Proteomics has been defined as:

"...the use of quantitative protein-level measurements of gene expression to characterize biological processes … and decipher the mechanisms of gene expression control. As such, proteomics focuses on the dynamic description of gene regulation and, by doing so, offers something much more powerful than a protein equivalent of DNA databases… proteomics emphasizes quantitation and the assembly of large bodies of experimental observations in numerical databases." - N. L. Anderson & N. G. Anderson, "Proteome and proteomics; New Technologies, New Concepts and New Words," Electrophoresis 19 (1998) 1853- 1861.
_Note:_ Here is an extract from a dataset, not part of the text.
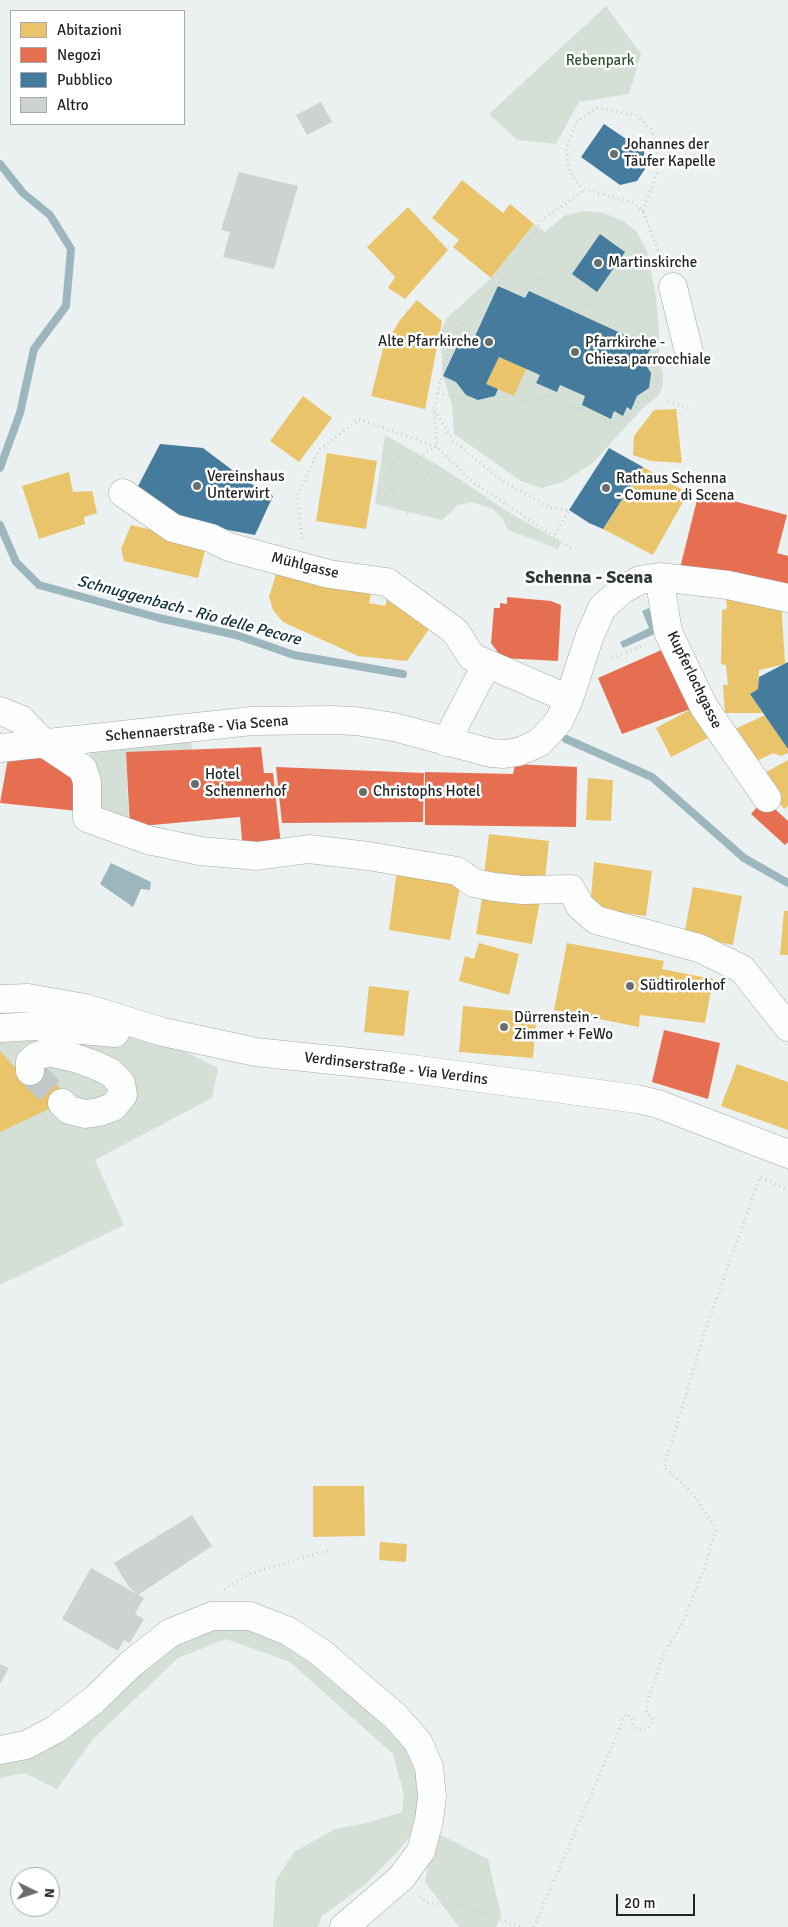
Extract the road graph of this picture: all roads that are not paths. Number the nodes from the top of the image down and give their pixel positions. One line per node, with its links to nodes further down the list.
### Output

"...the systematic analysis of protein functions and expression patterns in tissues and involves the isolation, separation, identification and functional characterization of the proteins in an organism." - MDS Proteomics web site (www.mdsproteomics.com)
"...not the study of proteins one by one, as has traditionally been done, but in an automated, large scale manner." - S. Borman, "Proteomics: Taking over where genomics leaves off", C&E News, 31 July 2000.
"...the large-scale study of proteins, usually by biochemical methods." - A. Pandey & M. Mann, "Proteomics to study genes and genomes," Nature 405 (2000) 837-845.
"These are the four requirements [for Proteomics]: complex protein samples, possibility of quantitation, very large dynamic range, and a reasonable throughput. If not, it's protein chemistry." - P. Roepstotff, Prof. of Protein Chemistry, University of Southern Denmark.
"...the systematic analysis of the proteins expressed by a cell or tissue and mass spectrometry is the essential tool." - S.P. Gygi and R. Aebersold, "Mass Spectrometry and Proteomics," Current Opinion in Chemical Biology 4 (2000) 489-494.

And yet... "We've been doing proteomics since we could put more [than] 50 amino acids together. Proteomics is the measurement of proteins; it's been going on for a long time." - Anonymous, Biotech Rumor Mill (www.biofind.com), 17 September 2002.